La Conférence épiscopale nationale du Congo (CENCO) a exprimé un refus catégorique face au projet de révision constitutionnelle soutenu par le président Félix Tshisekedi. Pour les prélats de la République démocratique du Congo, une telle initiative risquerait de plonger le pays dans une instabilité institutionnelle majeure et de fragiliser les fondements de la démocratie congolaise. Cette prise de position officielle apporte un poids considérable au débat politique qui anime Kinshasa depuis plusieurs mois.
Le rempart de la CENCO contre la modification de la Loi fondamentale
À travers une déclaration d’une grande fermeté, l’épiscopat juge que modifier la Constitution dans le climat actuel est totalement inopportun. La CENCO, dont l’influence sur la scène publique en RDC est historiquement déterminante, rappelle que le texte de 2006 constitue un socle de référence essentiel. Il est le résultat d’un consensus national laborieusement obtenu après une longue période de transition.
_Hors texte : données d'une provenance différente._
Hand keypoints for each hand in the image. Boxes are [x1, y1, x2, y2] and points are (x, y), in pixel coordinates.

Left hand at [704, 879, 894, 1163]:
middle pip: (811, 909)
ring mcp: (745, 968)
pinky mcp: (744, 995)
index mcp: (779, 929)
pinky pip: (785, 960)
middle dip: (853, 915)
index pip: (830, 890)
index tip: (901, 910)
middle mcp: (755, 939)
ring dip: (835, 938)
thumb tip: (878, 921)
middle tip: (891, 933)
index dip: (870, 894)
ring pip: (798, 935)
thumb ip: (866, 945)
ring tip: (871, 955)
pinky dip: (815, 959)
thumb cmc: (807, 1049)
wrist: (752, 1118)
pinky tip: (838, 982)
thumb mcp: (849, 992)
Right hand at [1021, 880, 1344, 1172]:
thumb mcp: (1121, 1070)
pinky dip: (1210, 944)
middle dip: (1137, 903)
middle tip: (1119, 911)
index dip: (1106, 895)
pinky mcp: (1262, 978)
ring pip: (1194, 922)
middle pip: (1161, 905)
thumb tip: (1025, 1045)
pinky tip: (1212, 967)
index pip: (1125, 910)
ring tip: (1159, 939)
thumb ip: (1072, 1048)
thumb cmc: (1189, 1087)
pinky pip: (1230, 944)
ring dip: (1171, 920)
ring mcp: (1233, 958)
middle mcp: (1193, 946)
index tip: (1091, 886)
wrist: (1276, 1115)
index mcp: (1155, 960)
Les évêques craignent qu’une réécriture du texte ne soit qu’une manœuvre destinée à modifier les règles électorales pour favoriser le maintien du pouvoir actuel.
De son côté, le président Félix Tshisekedi avait plaidé, en octobre 2024, pour une nouvelle Constitution qu’il estime plus adaptée aux réalités nationales. Le chef de l’État soutient que la Loi fondamentale actuelle, rédigée sous influence étrangère, constituerait un frein à l’essor du pays. Une commission de réflexion devait voir le jour en 2025 pour préparer ce chantier. C’est précisément cette perspective qui suscite l’inquiétude de l’Église, mais aussi d’une large frange de la société civile et de l’opposition.
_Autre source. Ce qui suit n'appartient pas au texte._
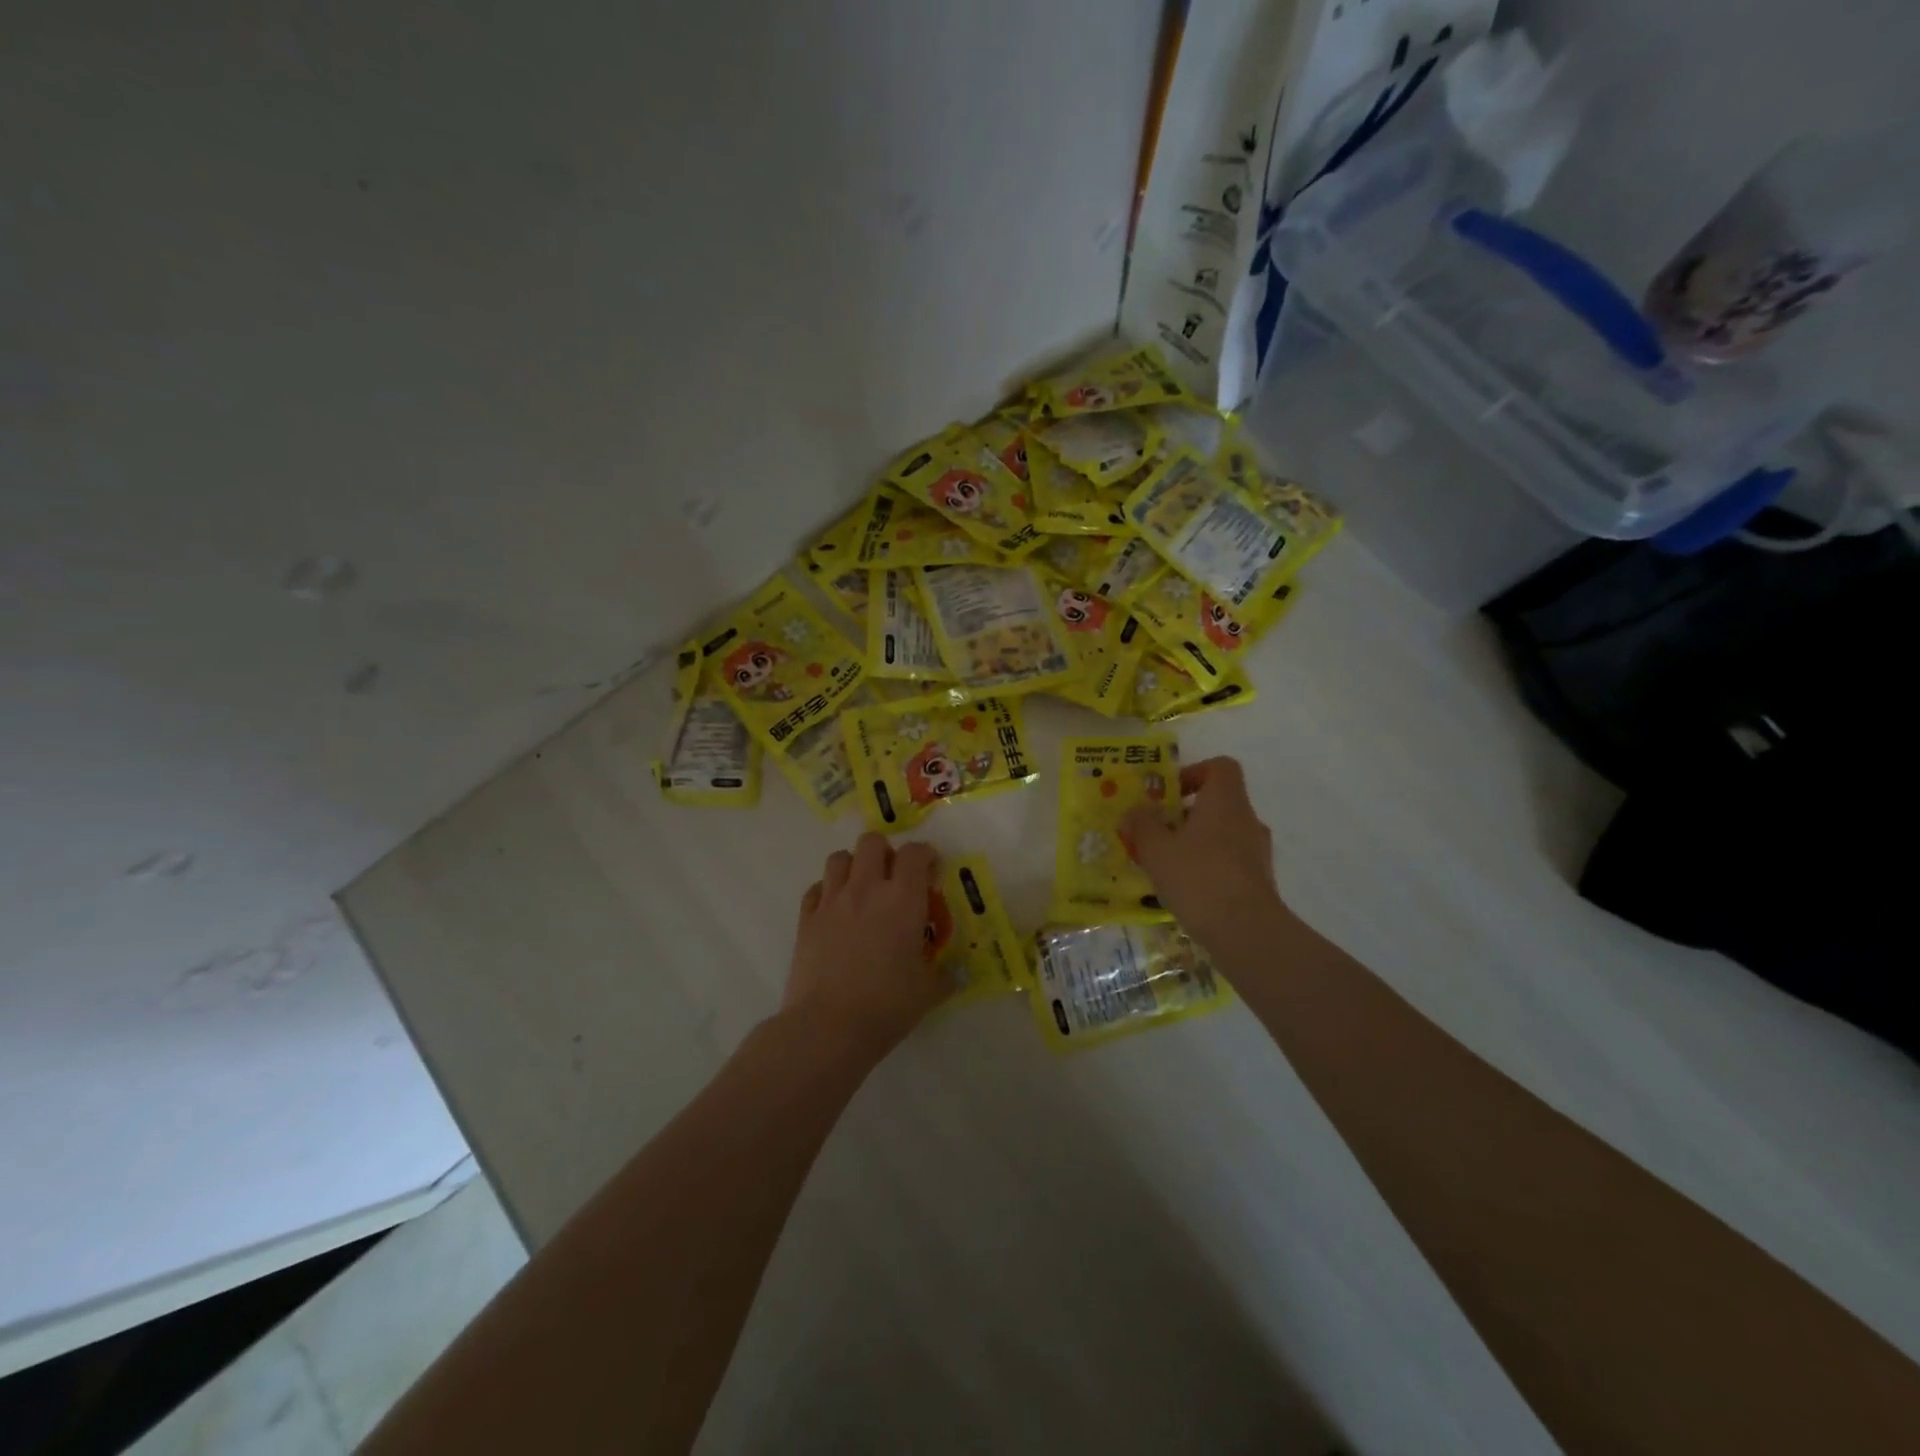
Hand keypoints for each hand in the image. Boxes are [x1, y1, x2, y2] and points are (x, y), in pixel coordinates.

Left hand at [783, 832, 948, 1058]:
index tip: (931, 872)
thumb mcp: (928, 991)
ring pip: (839, 858)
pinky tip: (834, 912)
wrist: (828, 1027)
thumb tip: (958, 973)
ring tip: (861, 889)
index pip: (915, 853)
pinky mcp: (806, 919)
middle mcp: (866, 888)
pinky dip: (826, 892)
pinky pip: (815, 889)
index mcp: (903, 898)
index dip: (925, 855)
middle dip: (885, 852)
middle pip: (872, 842)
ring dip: (853, 866)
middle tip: (893, 878)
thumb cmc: (887, 1006)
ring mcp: (832, 901)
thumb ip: (945, 975)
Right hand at [1121, 757, 1289, 945]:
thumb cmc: (1198, 877)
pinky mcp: (1259, 881)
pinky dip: (1208, 867)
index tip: (1169, 795)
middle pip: (1217, 803)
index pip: (1221, 767)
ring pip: (1222, 834)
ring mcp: (1257, 852)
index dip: (1194, 772)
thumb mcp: (1156, 849)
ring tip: (1166, 866)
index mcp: (1225, 801)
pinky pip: (1229, 862)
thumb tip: (1135, 811)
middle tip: (1156, 834)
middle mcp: (1247, 820)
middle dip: (1184, 815)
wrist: (1246, 931)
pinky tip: (1186, 890)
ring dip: (1195, 843)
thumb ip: (1142, 825)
Une vigilance historique face aux mandats présidentiels
Cette opposition des évêques s’inscrit dans une ligne de conduite constante. En 2015, sous la présidence de Joseph Kabila, la CENCO s’était déjà dressée contre toute velléité de toucher à la limitation des mandats. Son rôle de médiateur lors de l’accord de la Saint-Sylvestre en 2016 avait permis de désamorcer une crise politique profonde. Ce passé confère aujourd’hui une crédibilité et une résonance particulières à leurs avertissements.
L’épiscopat souligne que la Constitution congolaise verrouille certains points essentiels, qualifiés d’intangibles, notamment la durée et le nombre de mandats du président de la République. Pour la hiérarchie catholique, toucher à ces piliers reviendrait à ouvrir une période d’incertitude périlleuse. Si le camp présidentiel assure qu’il s’agit simplement de repenser l’organisation de l’État sans chercher à prolonger le mandat actuel, ces arguments n’ont pas convaincu les évêques, qui réclament plutôt un respect scrupuleux des lois en vigueur.
Le poids de cette contestation dépasse le cadre strictement juridique. Dans un pays où plus de 40 % des citoyens sont catholiques, la voix de l’Église possède un écho social puissant. Le message des évêques a déjà commencé à être diffusé dans de nombreuses paroisses lors des offices, témoignant d’une mobilisation qui gagne la base populaire.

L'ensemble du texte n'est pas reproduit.